Vacuum Structure of the BNT Model of Neutrino Mass Generation
Saiyad Ashanujjaman, Siddharth P. Maharathy
TL;DR
The paper analyzes the vacuum structure of the BNT model, which extends the SM with a scalar quadruplet of $Y=3/2$ and a vector-like triplet to generate neutrino masses via a dimension-seven operator. It derives comprehensive theoretical constraints on the scalar potential, including boundedness-from-below and perturbative unitarity, and performs a detailed stationarity analysis to assess whether the electroweak vacuum is the global minimum or whether charge-breaking minima can be deeper. A key result is that the electroweak-like vacuum with vanishing quadruplet VEV ($N_2$) is globally stable against charge-breaking directions under two simple mass inequalities; for the general electroweak vacuum ($N_1$) with both doublet and quadruplet VEVs, no simple analytic criterion exists, but a practical criterion emerges from requiring $N_1$ to be deeper than $N_2$ and $N_2$ to be deeper than all charge-breaking minima.

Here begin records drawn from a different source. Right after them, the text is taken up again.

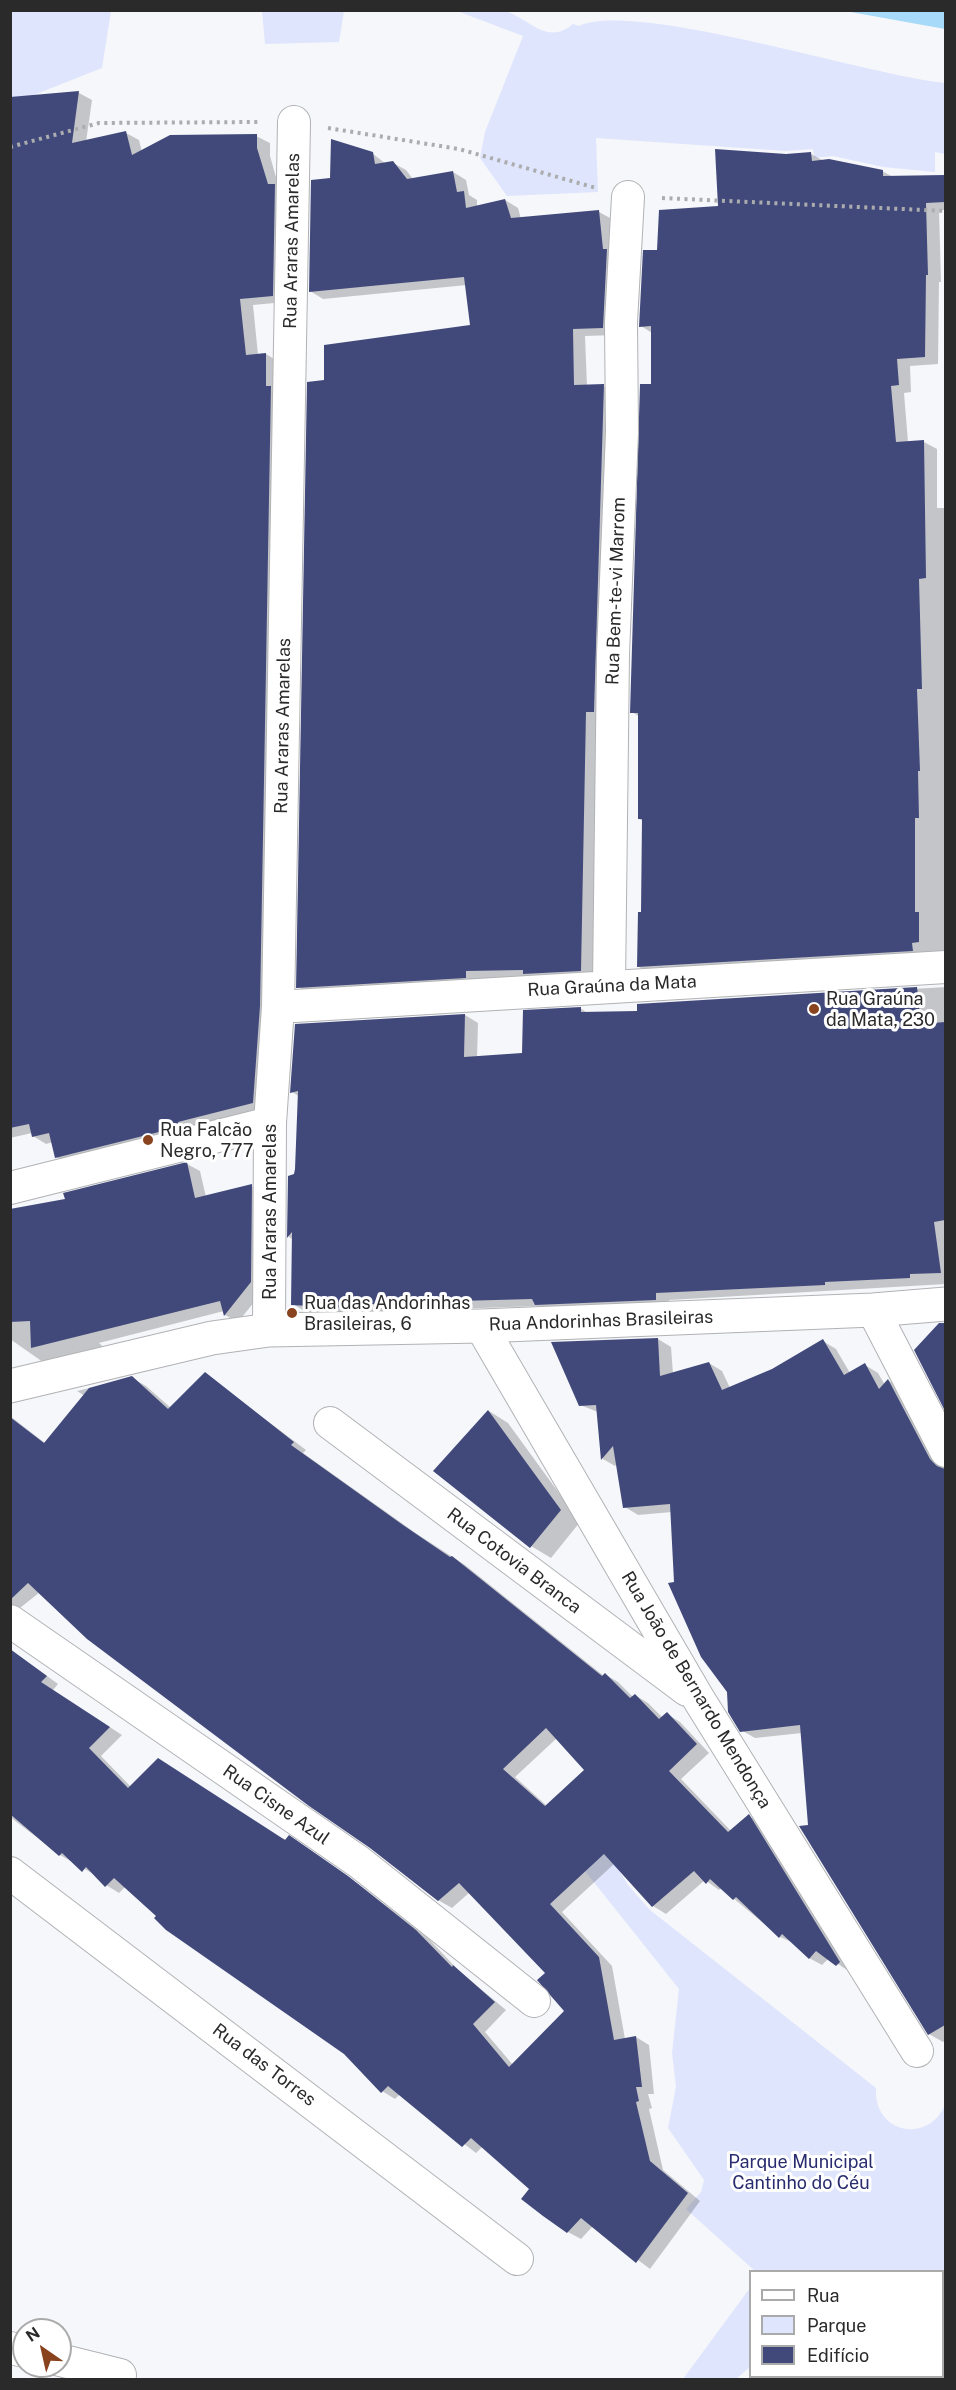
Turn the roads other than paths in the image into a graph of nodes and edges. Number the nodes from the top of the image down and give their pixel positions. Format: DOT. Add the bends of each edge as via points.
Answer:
graph roads {
  1 [pos="294,122"];
  2 [pos="628,197"];
  3 [pos="945,967"];
  4 [pos="609,985"];
  5 [pos="278,1007"];
  6 [pos="270,1123"];
  7 [pos="10,1188"];
  8 [pos="945,1304"];
  9 [pos="873,1310"];
  10 [pos="481,1326"];
  11 [pos="269,1330"];
  12 [pos="10,1386"];
  13 [pos="330,1423"];
  14 [pos="945,1451"];
  15 [pos="10,1621"];
  16 [pos="699,1698"];
  17 [pos="10,1873"];
  18 [pos="534,2001"];
  19 [pos="917,2051"];
  20 [pos="518,2259"];
  21 [pos="72,2363"];
  22 [pos="120,2375"];
  1 -- 5 [label="street, Rua Araras Amarelas"];
  2 -- 4 [label="street, Rua Bem-te-vi Marrom" via="621,322"];
  3 -- 4 [label="street, Rua Graúna da Mata"];
  4 -- 5 [label="street, Rua Graúna da Mata"];
  5 -- 6 [label="street, Rua Araras Amarelas"];
  6 -- 7 [label="street"];
  6 -- 11 [label="street, Rua Araras Amarelas"];
  8 -- 9 [label="street, Rua Andorinhas Brasileiras"];
  9 -- 10 [label="street, Rua Andorinhas Brasileiras"];
  9 -- 14 [label="street"];
  10 -- 11 [label="street, Rua Andorinhas Brasileiras"];
  10 -- 16 [label="street, Rua João de Bernardo Mendonça"];
  11 -- 12 [label="street, Rua Andorinhas Brasileiras" via="212,1338"];
  13 -- 16 [label="street, Rua Cotovia Branca"];
  15 -- 18 [label="street, Rua Cisne Azul" via="359,1862"];
  16 -- 19 [label="street, Rua João de Bernardo Mendonça"];
  17 -- 20 [label="street, Rua das Torres"];
  21 -- 22 [label="street"];
}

Because neutrino masses require $\lambda_5\neq0$, only the $N_1$ vacuum is phenomenologically viable, making these analytic stability conditions a crucial tool for exploring the model’s viable parameter space.
Abstract
We analyze the vacuum structure of the Babu--Nandi--Tavartkiladze (BNT) model of neutrino mass generation, in which the Standard Model is extended by an $SU(2)_L$ scalar quadruplet with hypercharge $Y=3/2$ and a vector-like $SU(2)_L$ triplet fermion with $Y=1$, generating neutrino masses via an effective dimension-seven operator. We delineate the theoretical constraints on the model, requiring the scalar potential to be bounded from below in all field directions, ensuring perturbative unitarity of scattering amplitudes, and demanding that the electroweak vacuum corresponds to the global minimum of the potential. We find that the electroweak vacuum is not generically guaranteed to be the global minimum: several charge-breaking stationary points may coexist with -- and potentially lie below -- it in potential depth. For the electroweak-like vacuum with vanishing quadruplet expectation value, the condition of global stability reduces to two simple mass inequalities involving the doubly- and triply-charged scalars. In contrast, for the general electroweak vacuum with nonzero doublet and quadruplet expectation values -- compatible with neutrino-mass generation -- no comparably simple analytic condition emerges, and the stability must be assessed for each specific choice of scalar couplings. Nonetheless, by combining the analytic condition governing the relative depth of the two electroweak stationary points with the mass inequalities ensuring the stability of the electroweak-like configuration against charge breaking, we obtain a practical criterion for determining when the general electroweak vacuum is globally stable.